**Task directions:**
Give back an exact copy of the entries beneath, minus the pictures.

**Dataset extract:**
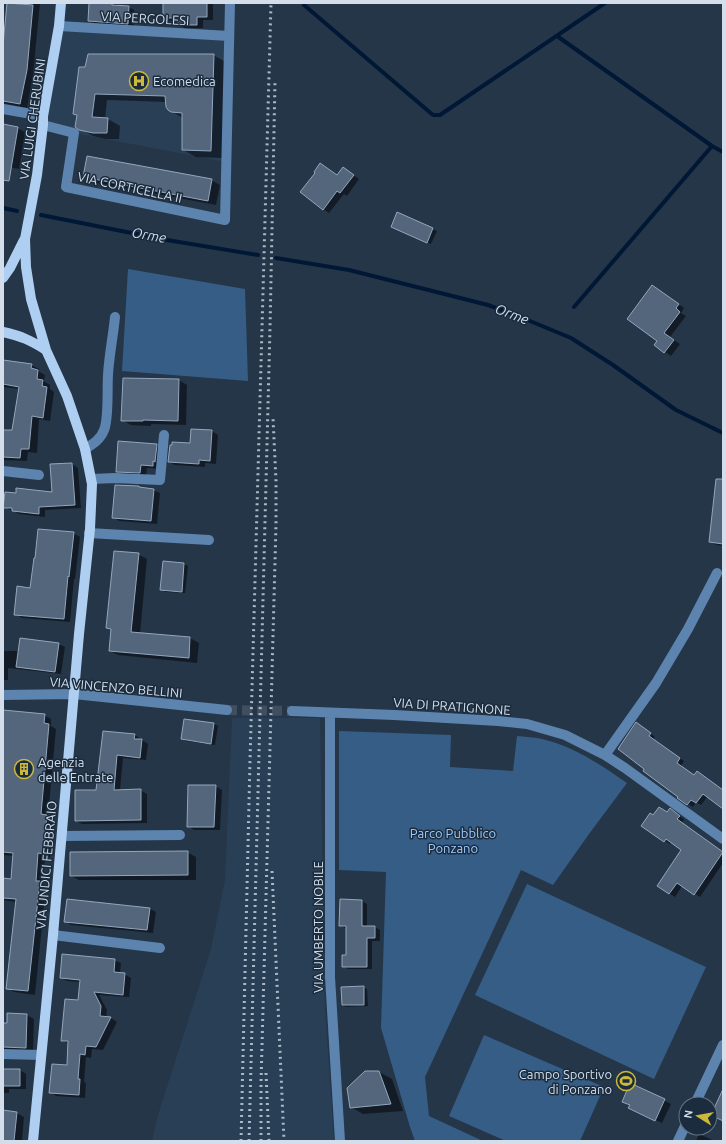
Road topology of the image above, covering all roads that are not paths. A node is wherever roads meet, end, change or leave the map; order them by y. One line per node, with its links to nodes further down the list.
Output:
1 (61, 3): 3 (main road, VIA LUIGI CHERUBINI)
2 (230, 3): 4 (street)
3 (59, 26): 4 (street, VIA PERGOLESI); 6 (main road, VIA LUIGI CHERUBINI)
4 (229, 36): 6 (street, VIA CORTICELLA II)
5 (3, 109): 6 (street)
6 (43, 121): 7 (main road, VIA LUIGI CHERUBINI)
7 (25, 239): 8 (main road); 11 (main road, VIA UNDICI FEBBRAIO)
8 (3, 278)
9 (115, 318): 13 (street)
10 (3, 332): 11 (main road)
11 (46, 350): 13 (main road, VIA UNDICI FEBBRAIO)
12 (164, 435): 16 (street)
13 (85, 449): 16 (main road, VIA UNDICI FEBBRAIO)
14 (3, 471): 15 (street)
15 (39, 475)
16 (91, 479): 17 (main road, VIA UNDICI FEBBRAIO)
17 (89, 533): 18 (street); 20 (main road, VIA UNDICI FEBBRAIO)
18 (210, 540)
19 (717, 573): 25 (street)
20 (74, 694): 21 (street, VIA VINCENZO BELLINI); 22 (street, VIA VINCENZO BELLINI); 27 (main road, VIA UNDICI FEBBRAIO)
21 (3, 695)
22 (227, 710)
23 (292, 712): 24 (street, VIA DI PRATIGNONE)
24 (330, 713): 25 (street, VIA DI PRATIGNONE); 36 (street, VIA UMBERTO NOBILE)
25 (605, 755): 28 (street, VIA DI PRATIGNONE)
26 (180, 835): 27 (street)
27 (62, 836): 29 (main road, VIA UNDICI FEBBRAIO)
28 (723, 839)
29 (53, 935): 30 (street); 33 (main road, VIA UNDICI FEBBRAIO)
30 (160, 948)
31 (723, 1045): 34 (street)
32 (3, 1054): 33 (street)
33 (41, 1055): 35 (main road, VIA UNDICI FEBBRAIO)
34 (699, 1096)
35 (33, 1141)
36 (340, 1141)

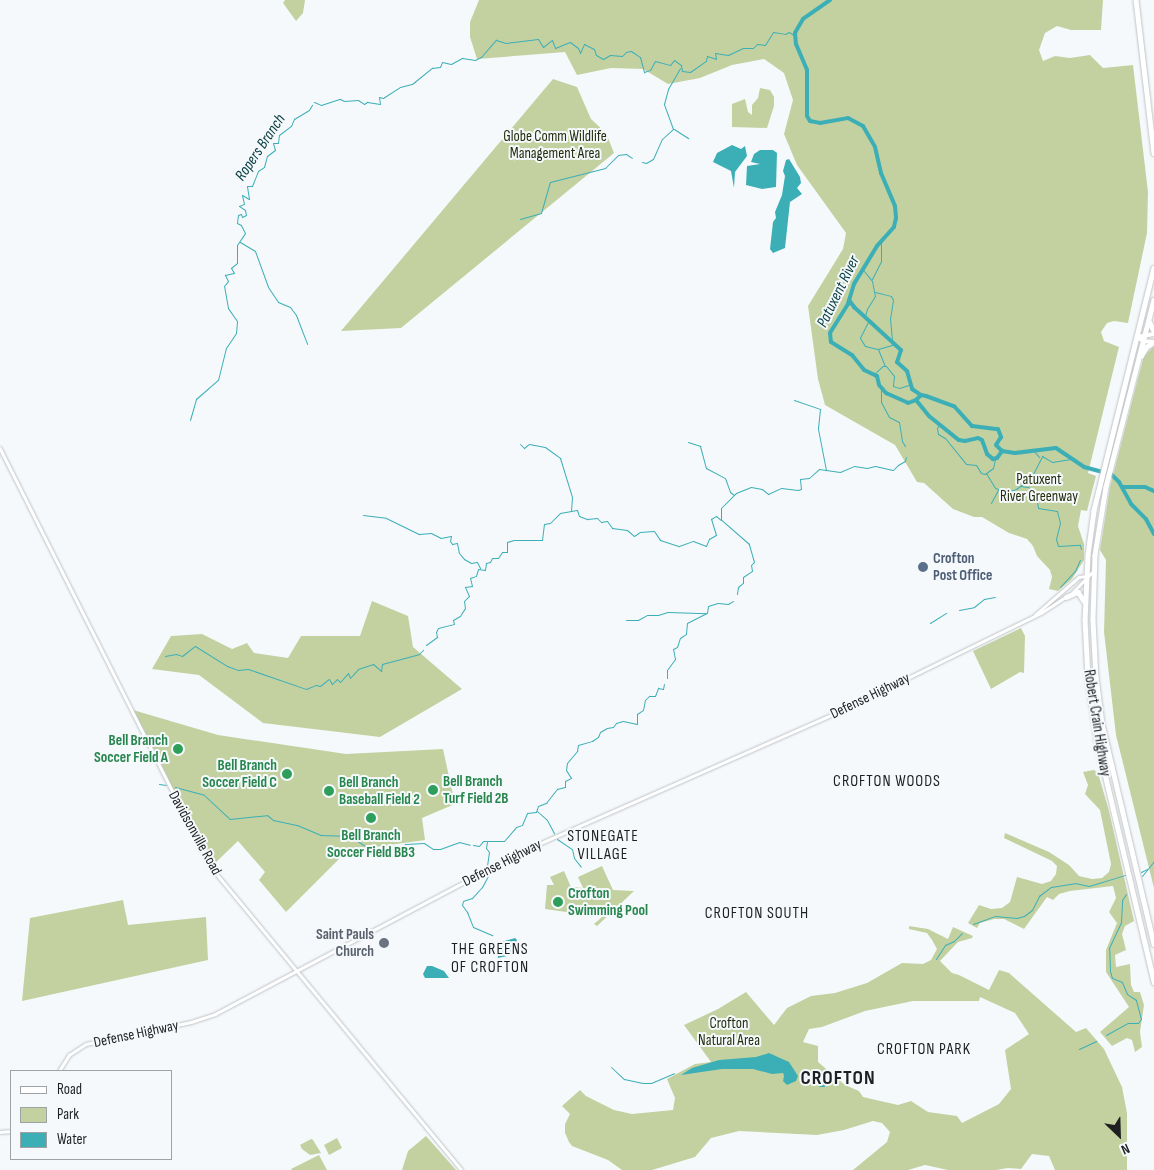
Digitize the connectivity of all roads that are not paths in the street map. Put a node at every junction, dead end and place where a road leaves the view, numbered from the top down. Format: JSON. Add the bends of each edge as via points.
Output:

**Expected answer:**
Road topology of the image above, covering all roads that are not paths. A node is wherever roads meet, end, change or leave the map; order them by y. One line per node, with its links to nodes further down the list.
Output:
1 (61, 3): 3 (main road, VIA LUIGI CHERUBINI)
2 (230, 3): 4 (street)
3 (59, 26): 4 (street, VIA PERGOLESI); 6 (main road, VIA LUIGI CHERUBINI)
4 (229, 36): 6 (street, VIA CORTICELLA II)
5 (3, 109): 6 (street)
6 (43, 121): 7 (main road, VIA LUIGI CHERUBINI)
7 (25, 239): 8 (main road); 11 (main road, VIA UNDICI FEBBRAIO)
8 (3, 278)
9 (115, 318): 13 (street)
10 (3, 332): 11 (main road)
11 (46, 350): 13 (main road, VIA UNDICI FEBBRAIO)
12 (164, 435): 16 (street)
13 (85, 449): 16 (main road, VIA UNDICI FEBBRAIO)
14 (3, 471): 15 (street)
15 (39, 475)
16 (91, 479): 17 (main road, VIA UNDICI FEBBRAIO)
17 (89, 533): 18 (street); 20 (main road, VIA UNDICI FEBBRAIO)
18 (210, 540)
19 (717, 573): 25 (street)
20 (74, 694): 21 (street, VIA VINCENZO BELLINI); 22 (street, VIA VINCENZO BELLINI); 27 (main road, VIA UNDICI FEBBRAIO)
21 (3, 695)
22 (227, 710)
23 (292, 712): 24 (street, VIA DI PRATIGNONE)
24 (330, 713): 25 (street, VIA DI PRATIGNONE); 36 (street, VIA UMBERTO NOBILE)
25 (605, 755): 28 (street, VIA DI PRATIGNONE)
26 (180, 835): 27 (street)
27 (62, 836): 29 (main road, VIA UNDICI FEBBRAIO)
28 (723, 839)
29 (53, 935): 30 (street); 33 (main road, VIA UNDICI FEBBRAIO)
30 (160, 948)
31 (723, 1045): 34 (street)
32 (3, 1054): 33 (street)
33 (41, 1055): 35 (main road, VIA UNDICI FEBBRAIO)
34 (699, 1096)
35 (33, 1141)
36 (340, 1141)

Digitize the connectivity of all roads that are not paths in the street map. Put a node at every junction, dead end and place where a road leaves the view, numbered from the top down. Format: JSON. Add the bends of each edge as via points.
Output:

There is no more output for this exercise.